The tone and rhetoric of the campaigns could not have been more different, however. The SNP vowed boldly to "end austerity". Nicola Sturgeon pulled off the seemingly impossible trick of simultaneously deriding Labour's plan as no different from the Tories' while offering to work with Ed Miliband but never with David Cameron.

Labour, fighting desperately to convince voters it would be a responsible custodian of the economy, took a different tack. Eds Miliband and Balls sent a message they would be tough on the deficit. Cuts had to be made and would be made, they stressed.

When Labour was all but wiped out in Scotland, those on the left of the party drew a clear lesson: Scottish Labour must position itself to the left of the SNP to have any hope of staging a recovery.

Centrists instinctively rejected this analysis, noting that, for all their radical soundbites, the Nationalists have governed firmly from the centre at Holyrood. Their case appears to have been strengthened by the latest findings from the British Election Study, the long-running and highly respected academic programme which has unpicked every UK poll for the past half a century in an attempt to understand why people voted the way they did.

In a recent seminar, Professor Ed Fieldhouse of Manchester University crunched the numbers on three features of last May's contest: the collapse of the Lib Dems; the prospect of a hung parliament and the SNP's rout of Labour in Scotland.

On the last of these he concluded that the SNP's anti-austerity stance was "not critical" to the party's success. Rather, the biggest factor pushing people to vote SNP was the independence referendum. If you voted Yes last September, it is more than 90 per cent likely you voted for Nicola Sturgeon's party in May.

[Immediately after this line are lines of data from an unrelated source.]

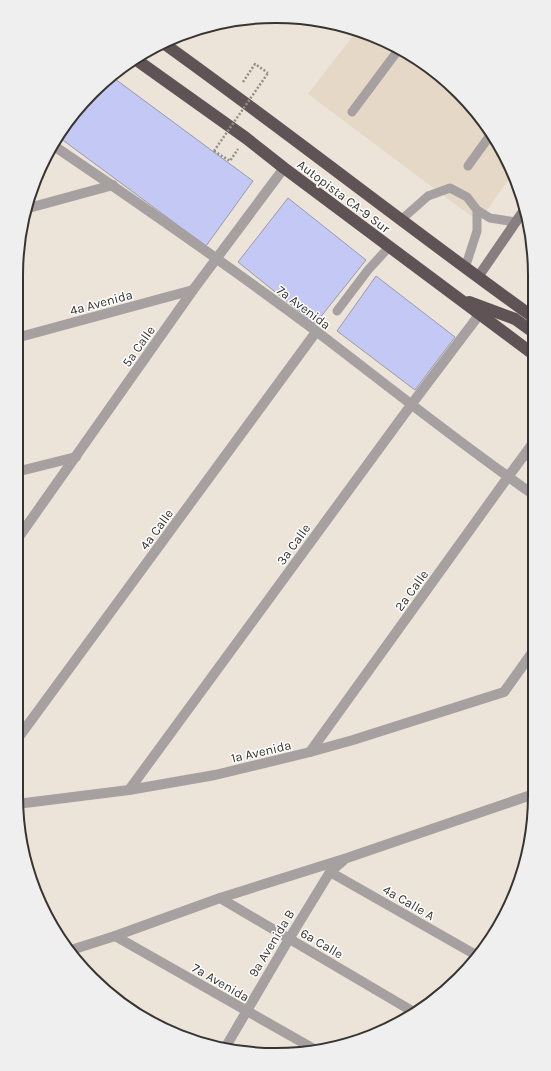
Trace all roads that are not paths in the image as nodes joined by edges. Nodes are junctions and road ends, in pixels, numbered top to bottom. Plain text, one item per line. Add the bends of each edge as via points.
1 (169, 47) edge
2 (396, 54) edge
3 (140, 63) edge
4 (352, 112) dead end
5 (487, 139) edge
6 (57, 148) edge
7 (468, 166) dead end
8 (284, 168) junction
9 (113, 185) junction
10 (33, 207) edge
11 (477, 210) junction
12 (520, 215) edge
13 (402, 220) junction
14 (516, 222) junction
15 (389, 247) junction
16 (216, 258) junction
17 (465, 268) junction
18 (478, 277) junction
19 (193, 290) junction
20 (456, 298) junction
21 (337, 311) dead end
22 (528, 313) edge
23 (479, 315) junction
24 (528, 329) edge
25 (316, 332) junction
26 (23, 336) edge
27 (528, 350) edge
28 (411, 405) junction
29 (528, 450) edge
30 (76, 457) junction
31 (23, 470) edge
32 (508, 477) junction
33 (528, 491) edge
34 (23, 531) edge
35 (528, 658) edge
36 (23, 731) edge
37 (310, 752) junction
38 (129, 790) junction
39 (528, 799) edge
40 (23, 803) edge
41 (347, 858) junction
42 (330, 872) junction
43 (220, 898) junction
44 (115, 936) junction
45 (289, 939) junction
46 (75, 949) edge
47 (472, 954) edge
48 (409, 1009) edge
49 (246, 1011) junction
50 (228, 1043) edge
51 (308, 1046) edge

1 - 13 highway, Autopista CA-9 Sur
2 - 4 lane
3 - 8 highway, Autopista CA-9 Sur
5 - 7 lane
6 - 9 street, 7a Avenida
8 - 15 highway, Autopista CA-9 Sur
8 - 16 street, 5a Calle
9 - 10 street
9 - 16 street, 7a Avenida
11 - 13 lane via 467,197 450,188 428,196
11 - 14 lane via 490,218
11 - 17 lane via 477,231
12 - 14 street
13 - 17 highway, Autopista CA-9 Sur
14 - 18 street
15 - 20 highway, Autopista CA-9 Sur
15 - 21 lane
16 - 19 street, 5a Calle
16 - 25 street, 7a Avenida
17 - 18 highway, Autopista CA-9 Sur
18 - 22 highway, Autopista CA-9 Sur
19 - 26 street, 4a Avenida
19 - 30 street, 5a Calle
20 - 23 highway, Autopista CA-9 Sur
20 - 24 highway via 514,319
23 - 27 highway, Autopista CA-9 Sur
23 - 28 street, 3a Calle
25 - 28 street, 7a Avenida
25 - 36 street, 4a Calle
28 - 32 street, 7a Avenida
28 - 38 street, 3a Calle
29 - 32 street, 2a Calle
30 - 31 street
30 - 34 street, 5a Calle
32 - 33 street, 7a Avenida
32 - 37 street, 2a Calle
35 - 37 street, 1a Avenida via 504,692
37 - 38 street, 1a Avenida via 215,775
38 - 40 street, 1a Avenida
39 - 41 street
41 - 42 street, 9a Avenida B
41 - 43 street
42 - 45 street, 9a Avenida B
42 - 47 street, 4a Calle A
43 - 44 street
43 - 45 street, 6a Calle
44 - 46 street
44 - 49 street, 7a Avenida
45 - 48 street, 6a Calle
45 - 49 street, 9a Avenida B
49 - 50 street, 9a Avenida B
49 - 51 street, 7a Avenida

Strikingly, the study revealed more than three quarters of previous Labour supporters who backed independence switched allegiance to the Nationalists eight months later, a figure which lays bare the abject failure of Jim Murphy's original election strategy of targeting and winning back so-called "Glasgow Man".

"The referendum itself cemented people's support for the SNP. People who previously voted Labour became more inclined to support the SNP because they voted Yes," argued Professor Fieldhouse. "It was actually something about the referendum itself," he added, noting that Labour's image had become tarnished by the referendum, in particular by the party's decision to join forces with the Tories' in the Better Together campaign.

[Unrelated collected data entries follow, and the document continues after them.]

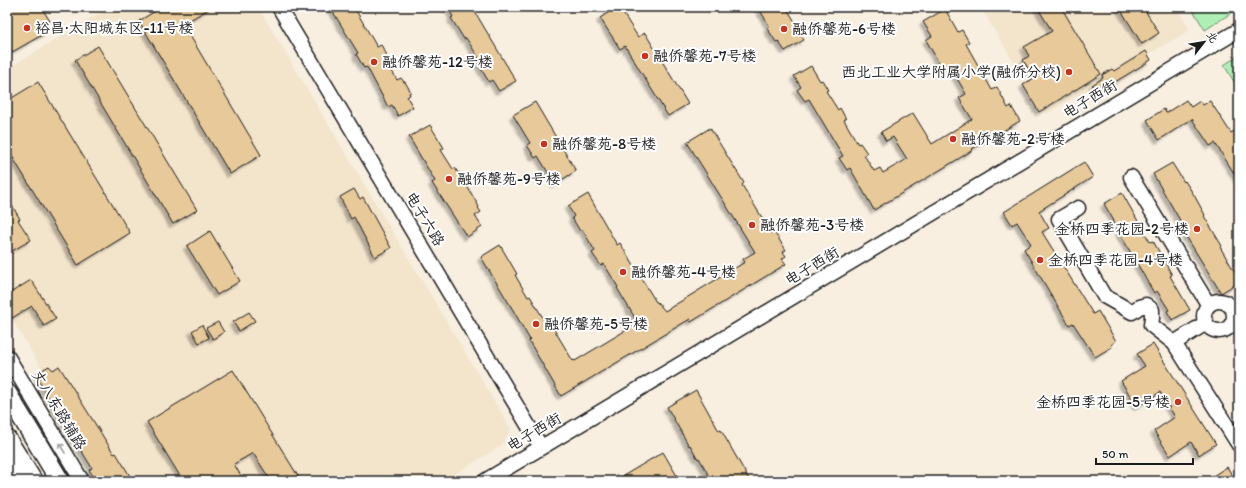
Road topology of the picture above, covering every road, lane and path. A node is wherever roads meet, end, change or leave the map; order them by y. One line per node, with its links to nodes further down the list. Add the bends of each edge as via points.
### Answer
1 (279, 7): 12 (street, 电子六路)
2 (1239, 30): 12 (street, 电子西街)
3 (1131, 177): 5 (street)
4 (1078, 208): 7 (street, via 1059,219 1104,296 1132,312 1146,306 1152,310 1151,325)
5 (1208, 304): 6 (street, via 1204,312); 6 (street, via 1215,301 1229,303 1235,316 1232,325 1222,331 1209,328)
6 (1206, 323): 7 (street)
7 (1174, 343): 11 (street)
8 (7, 356): 17 (street, 丈八东路辅路, one-way to 8)
9 (7, 394): 16 (main road)
10 (7, 438): 15 (main road)
11 (1239, 445)
12 (541, 447): 18 (street, 电子西街)
13 (7, 467): 14 (street)
14 (15, 481)
15 (32, 481)
16 (60, 481)
17 (82, 481)
18 (485, 481)

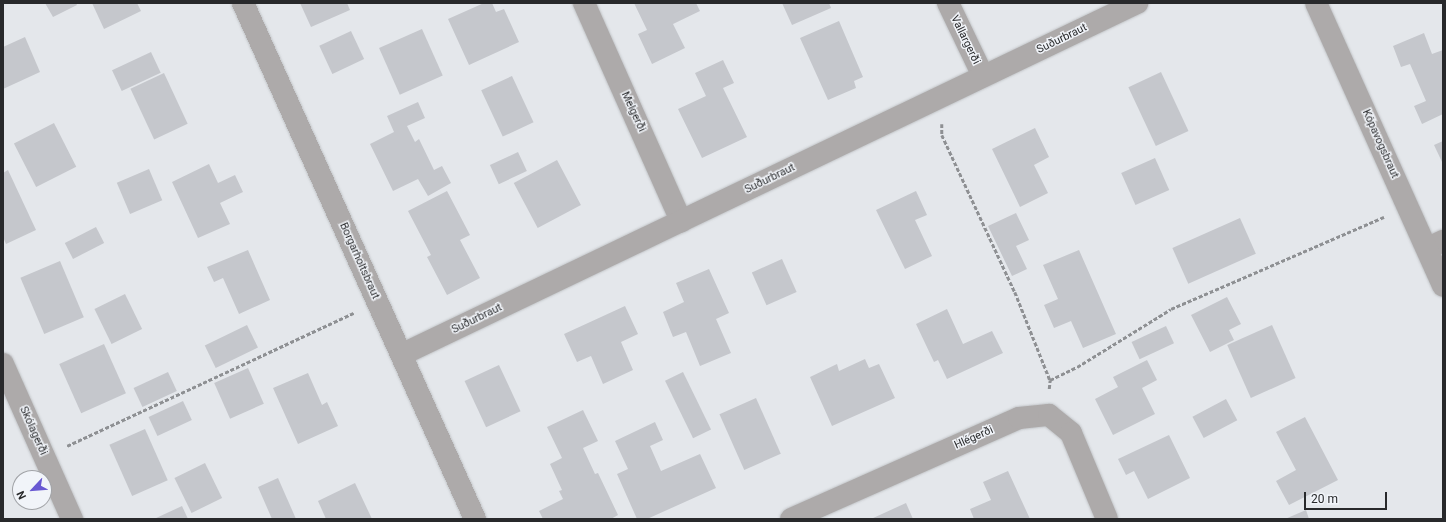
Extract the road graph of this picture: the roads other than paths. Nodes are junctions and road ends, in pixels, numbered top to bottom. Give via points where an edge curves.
1 (243, 3) edge
2 (584, 3) edge
3 (948, 3) edge
4 (1137, 3) edge
5 (1316, 3) edge
6 (983, 76) junction
7 (681, 221) junction
8 (1435, 244) edge
9 (1443, 286) edge
10 (403, 354) junction
11 (3, 364) edge
12 (72, 519) edge
13 (475, 519) edge
14 (791, 519) edge
15 (1107, 519) edge

1 - 10 street, Borgarholtsbraut
2 - 7 street, Melgerði
3 - 6 street, Vallargerði
4 - 6 street, Suðurbraut
5 - 8 street, Kópavogsbraut
6 - 7 street, Suðurbraut
7 - 10 street, Suðurbraut
8 - 9 street, Kópavogsbraut
10 - 13 street, Borgarholtsbraut
11 - 12 street, Skólagerði
14 - 15 street, Hlégerði via 1018,418 1049,415 1070,433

His conclusion that the SNP's anti-austerity stance did not play a decisive role was based on the surprising finding that people backed the party whether or not they agreed with Ms Sturgeon on the issue. As you'd expect, 90 per cent of people who said they were anti-austerity and who voted Yes ended up giving the Nationalists their vote. But so did 90 per cent of Yes voters who were not anti-austerity, who believed it was important to eliminate the deficit. In other words, Yes voters who did not believe in the SNP's key, left-wing election message still voted overwhelmingly for the party.

Others factors aided the SNP. Professor Fieldhouse found the change in leadership from Alex Salmond to Ms Sturgeon "helped considerably" to win over former Labour voters. People's views on devolution and the performance of the SNP government played a part.

In the end, though, it was the referendum - and backing Yes - that emerged as "the most important variable" in discovering how people voted in the General Election.

These British Election Study conclusions pose all kinds of difficult questions for Scottish Labour which, faces a Holyrood election in just nine months' time.

But if they are correct, the party should be wary of trying to position itself miles to the left of the SNP when it draws up its manifesto for May 5 next year. This hadn't been much of an issue in a Scottish leadership race between two centrist candidates - until Corbynmania broke out. Now the possibility of the unflinchingly left-wing MP for Islington North leading the UK party has made the debate unavoidable.